■ **What you should do**
Copy, from the material below, each line that contains the word "main".

══════════

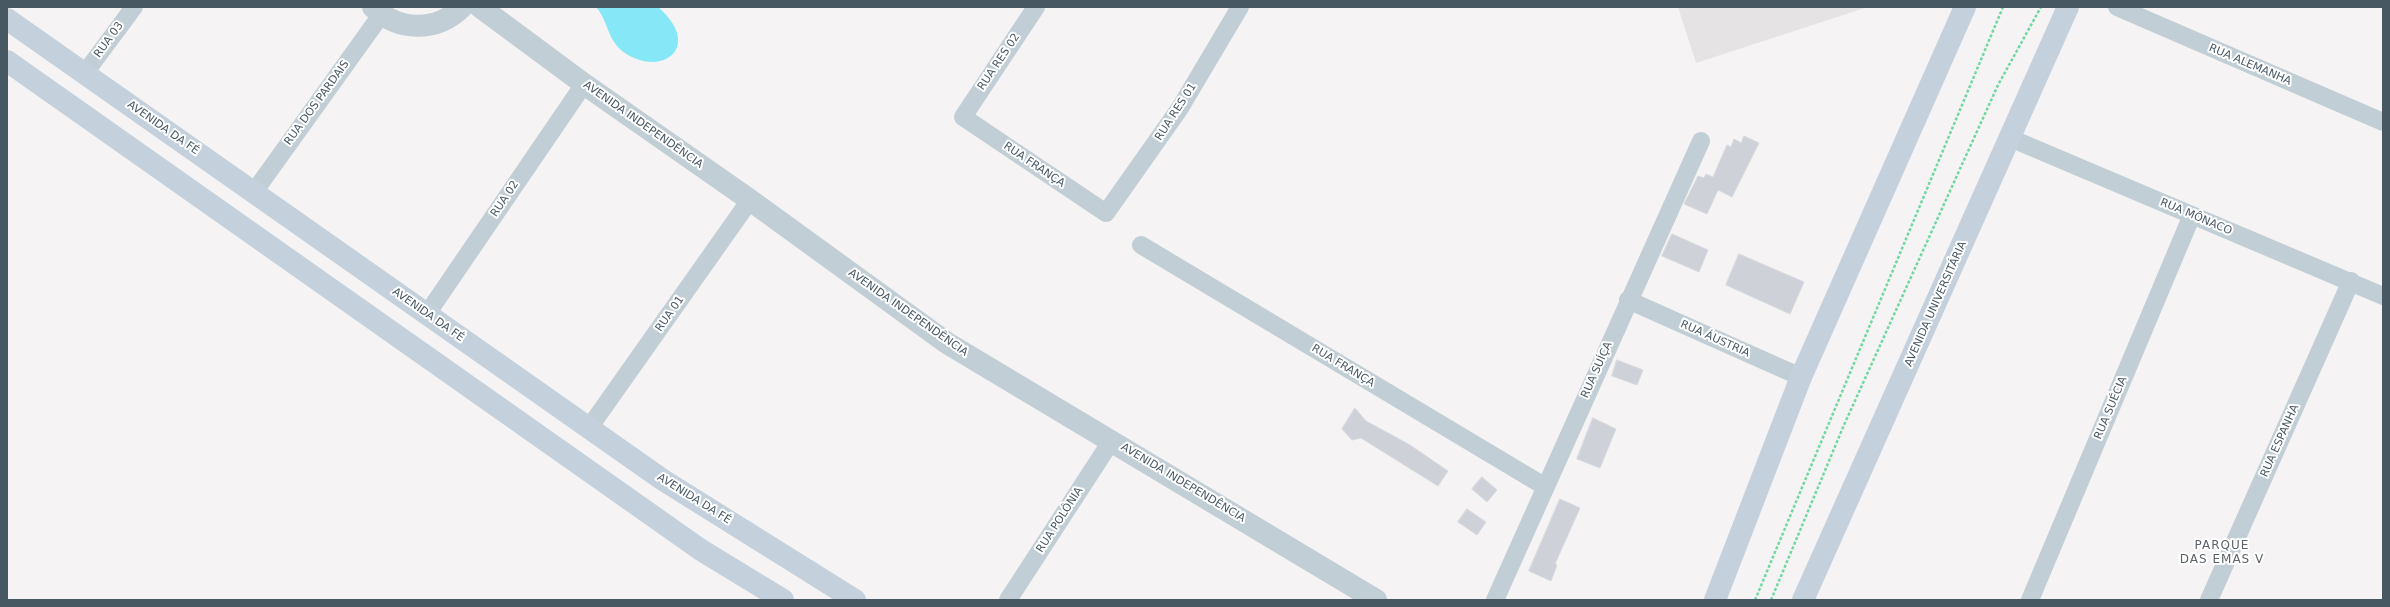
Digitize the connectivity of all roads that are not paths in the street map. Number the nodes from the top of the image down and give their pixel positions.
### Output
1 (134, 7) edge
2 (462, 7) edge
3 (480, 7) edge
4 (1036, 7) edge
5 (1240, 7) edge
6 (1965, 7) edge
7 (2068, 7) edge
8 (2117, 7) edge
9 (377, 11) edge
10 (7, 19) edge
11 (7, 61) edge
12 (85, 73) junction
13 (584, 84) junction
14 (963, 117) joint
15 (2383, 122) edge
16 (2010, 138) junction
17 (1701, 141) dead end
18 (254, 192) junction
19 (750, 200) junction
20 (1106, 213) joint
21 (2192, 216) junction
22 (1141, 245) dead end
23 (2351, 281) junction
24 (2383, 296) edge
25 (1628, 300) junction
26 (427, 314) junction
27 (1801, 377) junction
28 (590, 428) junction
29 (1112, 440) junction
30 (1544, 486) junction
31 (783, 600) edge
32 (855, 600) edge
33 (1008, 600) edge
34 (1376, 600) edge
35 (1495, 600) edge
36 (1715, 600) edge
37 (1803, 600) edge
38 (2030, 600) edge
39 (2209, 600) edge

1 - 12 street, RUA 03
2 - 9 street
3 - 13 street, AVENIDA INDEPENDÊNCIA
4 - 14 street, RUA RES 02
5 - 20 street, RUA RES 01
6 - 27 main road
7 - 16 main road, AVENIDA UNIVERSITÁRIA
8 - 15 street, RUA ALEMANHA
9 - 18 street, RUA DOS PARDAIS
10 - 12 main road, AVENIDA DA FÉ
11 - 31 main road
12 - 18 main road, AVENIDA DA FÉ
13 - 19 street, AVENIDA INDEPENDÊNCIA
13 - 26 street, RUA 02
14 - 20 street, RUA FRANÇA
16 - 21 street, RUA MÔNACO
16 - 37 main road, AVENIDA UNIVERSITÁRIA
17 - 25 street, RUA SUÍÇA
18 - 26 main road, AVENIDA DA FÉ
19 - 28 street, RUA 01
19 - 29 street, AVENIDA INDEPENDÊNCIA
21 - 23 street, RUA MÔNACO
21 - 38 street, RUA SUÉCIA
22 - 30 street, RUA FRANÇA
23 - 24 street, RUA MÔNACO
23 - 39 street, RUA ESPANHA
25 - 27 street, RUA ÁUSTRIA
25 - 30 street, RUA SUÍÇA
26 - 28 main road, AVENIDA DA FÉ
27 - 36 main road
28 - 32 main road, AVENIDA DA FÉ
29 - 33 street, RUA POLÔNIA
29 - 34 street, AVENIDA INDEPENDÊNCIA
30 - 35 street, RUA SUÍÇA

══════════

■ **Result**
6 - 27 main road
7 - 16 main road, AVENIDA UNIVERSITÁRIA
10 - 12 main road, AVENIDA DA FÉ
11 - 31 main road
12 - 18 main road, AVENIDA DA FÉ
16 - 37 main road, AVENIDA UNIVERSITÁRIA
18 - 26 main road, AVENIDA DA FÉ
26 - 28 main road, AVENIDA DA FÉ
27 - 36 main road
28 - 32 main road, AVENIDA DA FÉ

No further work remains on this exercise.